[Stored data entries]
————————
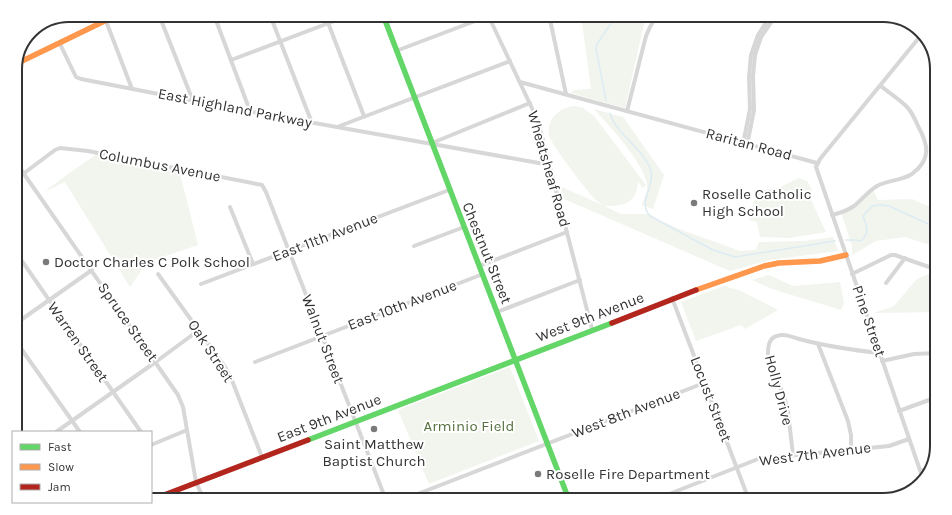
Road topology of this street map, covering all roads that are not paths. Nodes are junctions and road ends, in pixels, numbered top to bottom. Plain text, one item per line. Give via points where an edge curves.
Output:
1 (104, 22) edge
2 (106, 22) edge
3 (162, 22) edge
4 (217, 22) edge
5 (273, 22) edge
6 (386, 22) edge
7 (471, 22) edge
8 (492, 22) edge
9 (551, 22) edge
10 (653, 22) edge
11 (767, 22) edge
12 (771, 22) edge
13 (328, 23) joint
14 (918, 39) edge
15 (281, 42) junction
16 (60, 44) junction
17 (396, 51) junction
18 (23, 60) edge
19 (231, 60) junction
20 (510, 61) junction
21 (520, 82) junction
22 (881, 86) junction
23 (132, 89) junction
24 (566, 94) junction
25 (414, 97) junction
26 (193, 101) junction
27 (530, 103) junction
28 (626, 111) junction
29 (250, 112) junction
30 (364, 116) junction
31 (312, 123) junction
32 (337, 127) junction
33 (431, 143) junction
34 (745, 143) junction
35 (817, 163) junction
36 (550, 165) junction
37 (22, 171) edge
38 (24, 174) junction
39 (254, 183) joint
40 (449, 190) junction
41 (230, 207) dead end
42 (832, 215) junction
43 (464, 227) junction
44 (567, 232) junction
45 (414, 246) dead end
46 (288, 250) junction
47 (846, 255) junction
48 (905, 258) junction
49 (22, 261) edge
50 (253, 264) junction
51 (479, 266) junction
52 (930, 267) dead end
53 (92, 270) junction
54 (158, 274) dead end
55 (482, 274) junction
56 (852, 274) junction
57 (580, 280) junction
58 (886, 283) dead end
59 (201, 284) dead end
60 (672, 298) junction
61 (49, 300) junction
62 (497, 312) junction
63 (22, 319) edge
64 (592, 329) junction
65 (199, 330) junction
66 (322, 336) junction
67 (818, 344) junction
68 (22, 350) edge
69 (879, 353) junction
70 (930, 353) edge
71 (516, 359) junction
72 (882, 361) junction
73 (156, 362) junction
74 (255, 362) dead end
75 (704, 383) junction
76 (113, 392) junction
77 (930, 399) edge
78 (899, 410) junction
79 (72, 421) junction
80 (355, 421) junction
81 (187, 430) junction
82 (57, 431) edge
83 (79, 431) edge
84 (140, 431) edge
85 (910, 439) junction
86 (152, 444) edge
87 (547, 444) junction
88 (851, 450) junction
89 (793, 455) junction
90 (262, 456) junction
91 (737, 468) junction
92 (921, 471) edge
93 (196, 482) junction
94 (168, 493) edge
95 (201, 493) edge
96 (383, 493) edge
97 (420, 493) edge
98 (566, 493) edge
99 (672, 493) edge
100 (747, 493) edge

1 - 16 street
2 - 23 street
3 - 26 street
4 - 19 street
5 - 15 street
6 - 17 street, Chestnut Street
7 - 17 street
8 - 20 street, Wheatsheaf Road
9 - 24 street
10 - 28 street via 646,36
11 - 34 street via 758,35 751,55 750,109
12 - 34 street via 761,37 755,56 754,110 748,140
13 - 15 street
13 - 30 street
14 - 22 street
15 - 19 street
15 - 31 street
16 - 18 street
16 - 23 street, East Highland Parkway via 76,77
17 - 25 street, Chestnut Street
19 - 29 street
20 - 21 street, Wheatsheaf Road
20 - 25 street
21 - 24 street, Raritan Road
21 - 27 street, Wheatsheaf Road
22 - 35 street
22 - 42 street via 913,116 927,147 922,162 911,174 873,188 855,206
23 - 26 street, East Highland Parkway
24 - 28 street, Raritan Road
25 - 30 street
25 - 33 street, Chestnut Street
26 - 29 street, East Highland Parkway
27 - 33 street
27 - 36 street, Wheatsheaf Road via 538,120
28 - 34 street, Raritan Road
29 - 31 street, East Highland Parkway
30 - 32 street
31 - 32 street, East Highland Parkway
32 - 33 street, East Highland Parkway
33 - 36 street, East Highland Parkway
33 - 40 street, Chestnut Street
34 - 35 street, Raritan Road
35 - 42 street, Pine Street via 817,172
36 - 44 street, Wheatsheaf Road
37 - 38 street, Spruce Street
38 - 39 street, Columbus Avenue via 55,150 66,148
38 - 53 street, Spruce Street
39 - 46 street, Walnut Street via 262,185 266,192
40 - 43 street, Chestnut Street
40 - 46 street, East 11th Avenue
41 - 50 street
42 - 47 street, Pine Street
43 - 45 street
43 - 51 street, Chestnut Street
44 - 51 street
44 - 57 street, Wheatsheaf Road
46 - 50 street, East 11th Avenue
46 - 66 street, Walnut Street
47 - 56 street, Pine Street
47 - 60 street, West 9th Avenue via 825,260 779,262
48 - 52 street
48 - 56 street via 891,254
48 - 58 street
49 - 61 street, Warren Street
50 - 59 street, East 11th Avenue
51 - 55 street, Chestnut Street
53 - 61 street
53 - 73 street, Spruce Street
54 - 65 street, Oak Street
55 - 62 street, Chestnut Street
55 - 66 street, East 10th Avenue
56 - 69 street, Pine Street
57 - 62 street
57 - 64 street, Wheatsheaf Road
60 - 64 street, West 9th Avenue
60 - 75 street, Locust Street
61 - 63 street
61 - 76 street, Warren Street
62 - 71 street, Chestnut Street
64 - 71 street, West 9th Avenue
65 - 73 street
65 - 90 street, Oak Street via 231,378
66 - 74 street, East 10th Avenue
66 - 80 street, Walnut Street
67 - 69 street, Holly Drive
67 - 88 street via 848,421
67 - 89 street, Holly Drive via 783,335 774,338 769,344 769,357 788,412
68 - 79 street
69 - 72 street, Pine Street
70 - 72 street
71 - 80 street, East 9th Avenue
71 - 87 street, Chestnut Street
72 - 78 street, Pine Street
73 - 76 street
73 - 81 street, Spruce Street via 178,395
75 - 87 street, West 8th Avenue
75 - 91 street, Locust Street
76 - 79 street
76 - 84 street, Warren Street
77 - 78 street
78 - 85 street, Pine Street
79 - 82 street
79 - 83 street
80 - 90 street, East 9th Avenue
80 - 96 street, Walnut Street
81 - 86 street
81 - 93 street, Spruce Street
85 - 88 street, West 7th Avenue via 889,446
85 - 92 street, Pine Street
87 - 97 street, West 8th Avenue
87 - 98 street, Chestnut Street
88 - 89 street, West 7th Avenue
89 - 91 street, West 7th Avenue via 758,459
90 - 93 street, East 9th Avenue
91 - 99 street, West 7th Avenue
91 - 100 street, Locust Street
93 - 94 street, East 9th Avenue
93 - 95 street, Spruce Street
————————
What you should do >> Collect each line of the entries that has the word "Wheatsheaf", copying it in full.

Result of the task >>
8 - 20 street, Wheatsheaf Road
20 - 21 street, Wheatsheaf Road
21 - 27 street, Wheatsheaf Road
27 - 36 street, Wheatsheaf Road via 538,120
36 - 44 street, Wheatsheaf Road
44 - 57 street, Wheatsheaf Road
57 - 64 street, Wheatsheaf Road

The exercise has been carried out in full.